The problem is, this is shaping up to be one of the weakest starting pitching classes available in years.

Sure, there’s Frankie Montas, who’s back after missing time with a shoulder injury, and Luis Castillo, who’s back after missing time with a shoulder injury, and after that it’s maybe Tyler Mahle, who has a 4.48 ERA and is now back after missing time with a shoulder injury. It probably won’t include Cubs veterans Kyle Hendricks or Wade Miley, who are on the shelf with – wait for it – shoulder injuries. Maybe you’d like Zach Davies? Maybe wait until he’s back from a shoulder injury.

You get the idea. The starting pitching market is thin. Demand far outweighs supply. Now, let’s say you’re a team with an ace-caliber starter who can walk in three months. You badly want to stick in the race, but injuries, age and terrible defense have you out of the playoff picture, thanks to an ugly four-game sweep at the hands of your historic rivals. You’re run by a progressive front office who has more than earned the benefit of the doubt should they do something unexpected.

You’re the San Francisco Giants. And you should seriously consider taking advantage of an extreme seller’s market by trading Carlos Rodón by the evening of Aug. 2.

We’ll get back to Rodón and the Giants, but first let’s talk about this year’s starting pitching market.

Every year, starting pitchers are traded at the Deadline. Quite often there’s a big name or two on the move – think Max Scherzer to the Dodgers last year, or Cliff Lee in two consecutive years, or Randy Johnson to the Astros in 1998. But that doesn’t always happen; in 2007, for example, the best starter moved was probably Kyle Lohse, who ended that year with a career 4.82 ERA.

Since this year’s class feels weak, we thought we’d try to put some context to it. To that end, we went back to 1986, the year the Trade Deadline was moved from June 15 to July 31. We looked at every starting pitcher who played for multiple teams, then saw which seasons had the most WAR from those multiple-team players. (Note that this is not limited to just on Deadline day, because we’re looking at the entire market; it’s not like CC Sabathia going to Milwaukee on July 7, 2008, shouldn’t count here. It also might include some non-trade waivers, though almost never anyone of note.)

Throw out 1994 and 2020, each short seasons. Then we selected seven starters who are the most likely to be moved before the Deadline, and used their ZiPS full-season projection to come up with a 2022 expectation. (Those would be: Castillo, Montas, Mahle, Madison Bumgarner, Noah Syndergaard, José Quintana and Drew Smyly. We assume that Martín Pérez and Chad Kuhl will stay put. Surely more than seven names will move, though it’s not like names such as Mike Minor or Mitch Keller are tipping scales, so most will be replacement-level — unless Miami does something unexpected with Pablo López.)

It’s not the weakest; that would be 1993, when Tim Belcher was the best starter moved, or 2007, which was Lohse, or 1991, when it was knuckleballer Tom Candiotti and the final few weeks of Oil Can Boyd’s career. (The top year was 1998, which had not only Johnson, but Todd Stottlemyre, Carlos Pérez, Juan Guzmán and others. And 2009 featured Lee, Carl Pavano, Jake Peavy, Jarrod Washburn and more.)

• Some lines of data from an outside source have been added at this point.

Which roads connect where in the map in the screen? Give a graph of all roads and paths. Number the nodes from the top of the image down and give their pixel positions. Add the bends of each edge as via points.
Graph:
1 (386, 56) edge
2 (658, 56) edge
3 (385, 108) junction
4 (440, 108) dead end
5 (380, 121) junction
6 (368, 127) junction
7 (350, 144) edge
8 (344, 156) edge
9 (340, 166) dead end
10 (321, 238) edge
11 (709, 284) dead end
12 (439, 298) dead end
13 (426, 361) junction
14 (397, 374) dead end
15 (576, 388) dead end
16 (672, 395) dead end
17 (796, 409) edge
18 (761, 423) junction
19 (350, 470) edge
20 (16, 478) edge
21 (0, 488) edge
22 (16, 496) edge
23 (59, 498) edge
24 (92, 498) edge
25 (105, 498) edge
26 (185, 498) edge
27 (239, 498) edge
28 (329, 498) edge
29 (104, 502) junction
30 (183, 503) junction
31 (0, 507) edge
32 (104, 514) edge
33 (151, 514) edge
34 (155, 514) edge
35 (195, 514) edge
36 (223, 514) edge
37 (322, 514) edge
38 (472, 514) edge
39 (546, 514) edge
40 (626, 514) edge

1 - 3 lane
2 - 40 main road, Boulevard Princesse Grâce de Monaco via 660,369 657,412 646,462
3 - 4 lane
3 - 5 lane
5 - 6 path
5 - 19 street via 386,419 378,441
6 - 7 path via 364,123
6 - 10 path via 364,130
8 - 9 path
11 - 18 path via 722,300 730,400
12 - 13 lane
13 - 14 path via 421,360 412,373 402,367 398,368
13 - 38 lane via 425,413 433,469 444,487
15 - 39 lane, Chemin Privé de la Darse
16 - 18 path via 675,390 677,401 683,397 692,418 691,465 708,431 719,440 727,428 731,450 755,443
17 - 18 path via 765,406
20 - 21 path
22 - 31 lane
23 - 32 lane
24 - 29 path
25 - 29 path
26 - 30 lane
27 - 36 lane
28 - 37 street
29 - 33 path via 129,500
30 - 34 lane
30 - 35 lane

But it is, as you can see, near the bottom of the barrel – which is entirely the point.

Now, think about how many contenders who are down a starter. The Blue Jays? Hyun Jin Ryu is lost for the year, and they don’t trust Yusei Kikuchi even when he’s healthy. The Cardinals? Steven Matz just hurt his knee, and Jack Flaherty won’t be back anytime soon. The Twins? It’s a minor miracle they’re atop the AL Central with their rotation. The Braves? The struggles of Ian Anderson raise some questions. The Rays? Finances are less an issue for a rental, and imagine Rodón next to Shane McClanahan in a best-of-three Wild Card round.

With the exception of the Astros and maybe the Padres, you can play this game up and down the sport.

Even the teams that don’t necessarily need a starter to get to October – like the Yankees – would certainly find use in another high-octane arm to reach glory once they’re there. It’s a scenario perfectly situated for a team with a free-agent ace to trade to insert themselves.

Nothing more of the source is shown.